Information provided section start

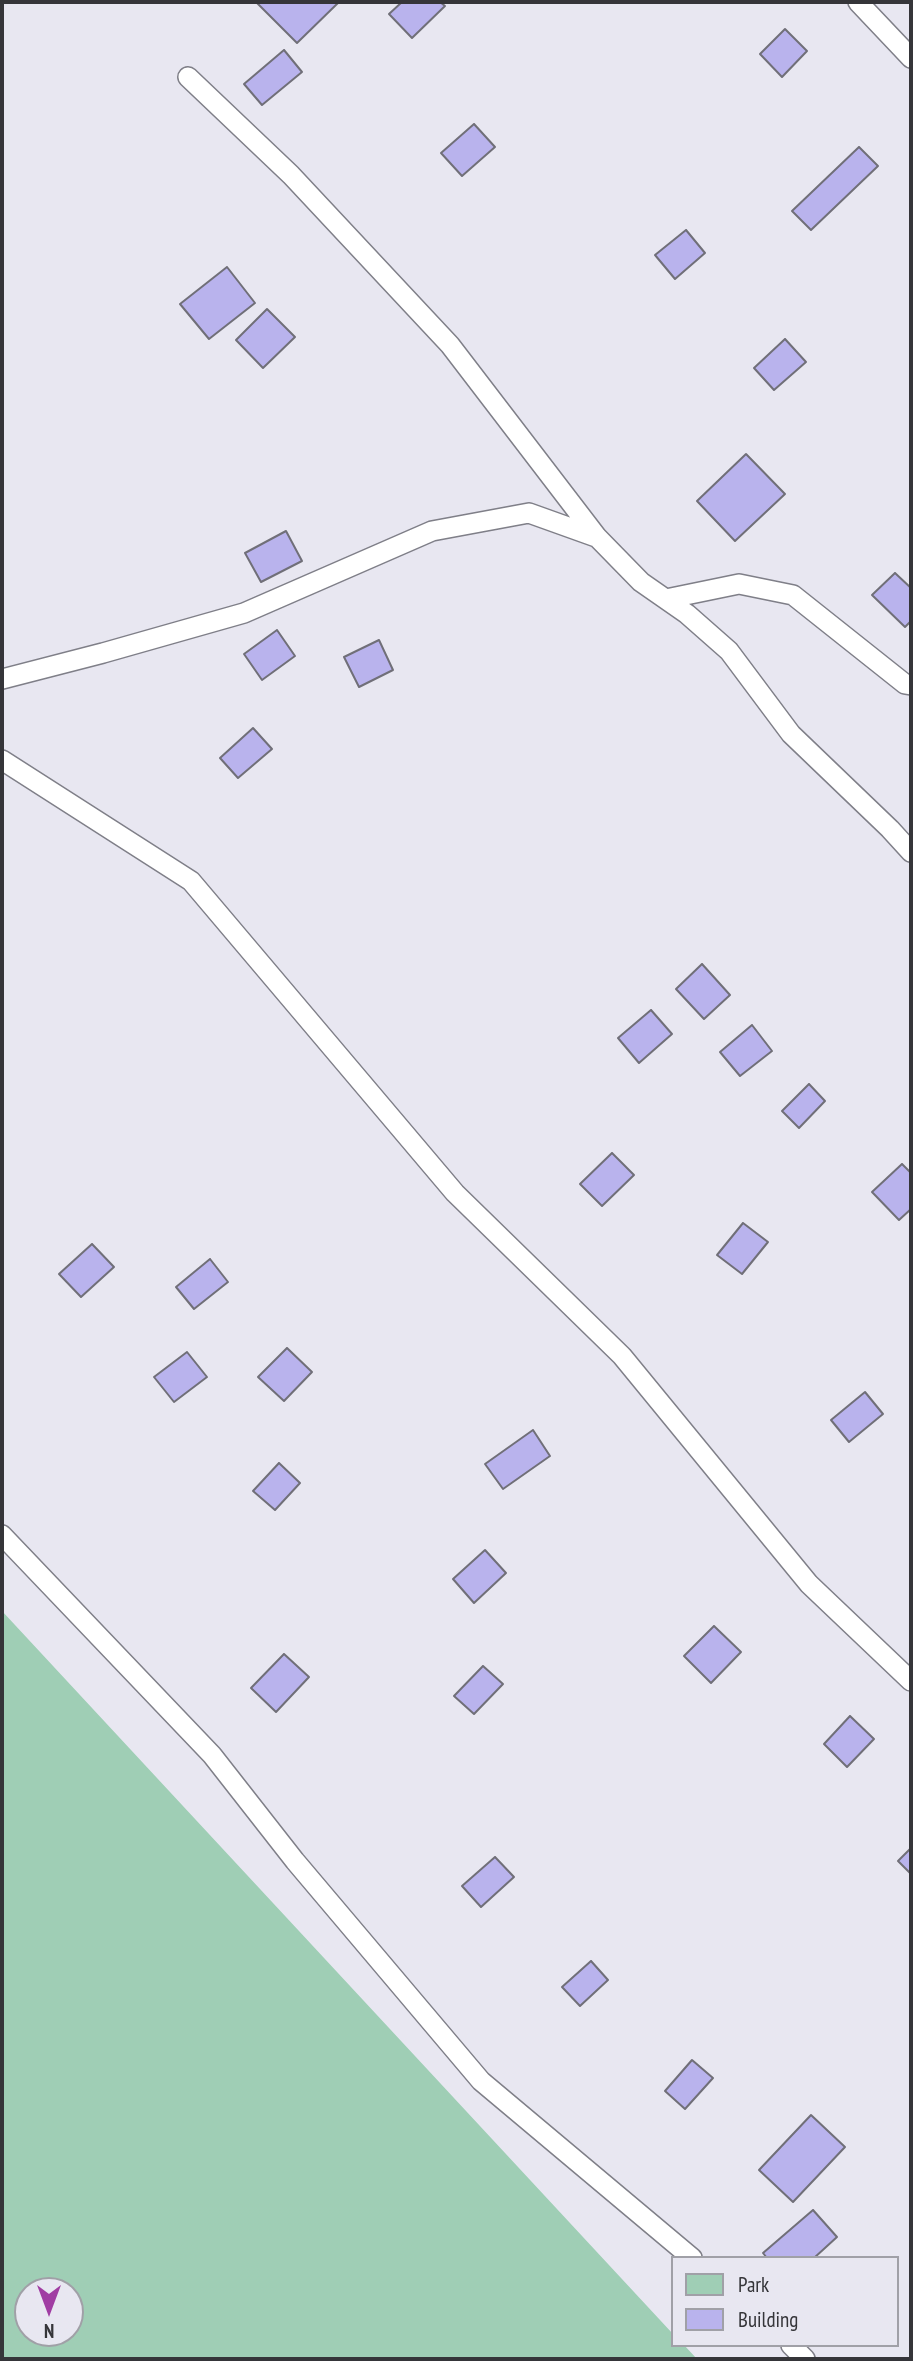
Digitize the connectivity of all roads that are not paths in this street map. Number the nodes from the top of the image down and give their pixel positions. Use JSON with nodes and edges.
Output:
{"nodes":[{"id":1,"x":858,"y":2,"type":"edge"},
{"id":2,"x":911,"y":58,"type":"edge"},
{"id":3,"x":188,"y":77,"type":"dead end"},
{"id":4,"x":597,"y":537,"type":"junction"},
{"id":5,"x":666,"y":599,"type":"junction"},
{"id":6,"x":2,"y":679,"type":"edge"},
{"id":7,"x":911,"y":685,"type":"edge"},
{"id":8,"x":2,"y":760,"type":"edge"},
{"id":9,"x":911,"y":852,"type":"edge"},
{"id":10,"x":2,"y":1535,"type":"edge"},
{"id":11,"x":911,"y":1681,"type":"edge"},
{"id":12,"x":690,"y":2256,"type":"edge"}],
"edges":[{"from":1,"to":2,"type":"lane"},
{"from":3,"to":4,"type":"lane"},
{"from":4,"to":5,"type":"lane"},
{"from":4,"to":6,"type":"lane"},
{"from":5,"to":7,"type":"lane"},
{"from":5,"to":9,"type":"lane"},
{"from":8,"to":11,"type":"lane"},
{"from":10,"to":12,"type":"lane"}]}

Information provided section end

- **About this exercise**:
With the pictures left aside, set down each entry above exactly as it stands.

- **Solution to this exercise**:
Digitize the connectivity of all roads that are not paths in this street map. Number the nodes from the top of the image down and give their pixel positions. Use JSON with nodes and edges.
Output:
{"nodes":[{"id":1,"x":858,"y":2,"type":"edge"},
{"id":2,"x":911,"y":58,"type":"edge"},
{"id":3,"x":188,"y":77,"type":"dead end"},
{"id":4,"x":597,"y":537,"type":"junction"},
{"id":5,"x":666,"y":599,"type":"junction"},
{"id":6,"x":2,"y":679,"type":"edge"},
{"id":7,"x":911,"y":685,"type":"edge"},
{"id":8,"x":2,"y":760,"type":"edge"},
{"id":9,"x":911,"y":852,"type":"edge"},
{"id":10,"x":2,"y":1535,"type":"edge"},
{"id":11,"x":911,"y":1681,"type":"edge"},
{"id":12,"x":690,"y":2256,"type":"edge"}],
"edges":[{"from":1,"to":2,"type":"lane"},
{"from":3,"to":4,"type":"lane"},
{"from":4,"to":5,"type":"lane"},
{"from":4,"to":6,"type":"lane"},
{"from":5,"to":7,"type":"lane"},
{"from":5,"to":9,"type":"lane"},
{"from":8,"to":11,"type":"lane"},
{"from":10,"to":12,"type":"lane"}]}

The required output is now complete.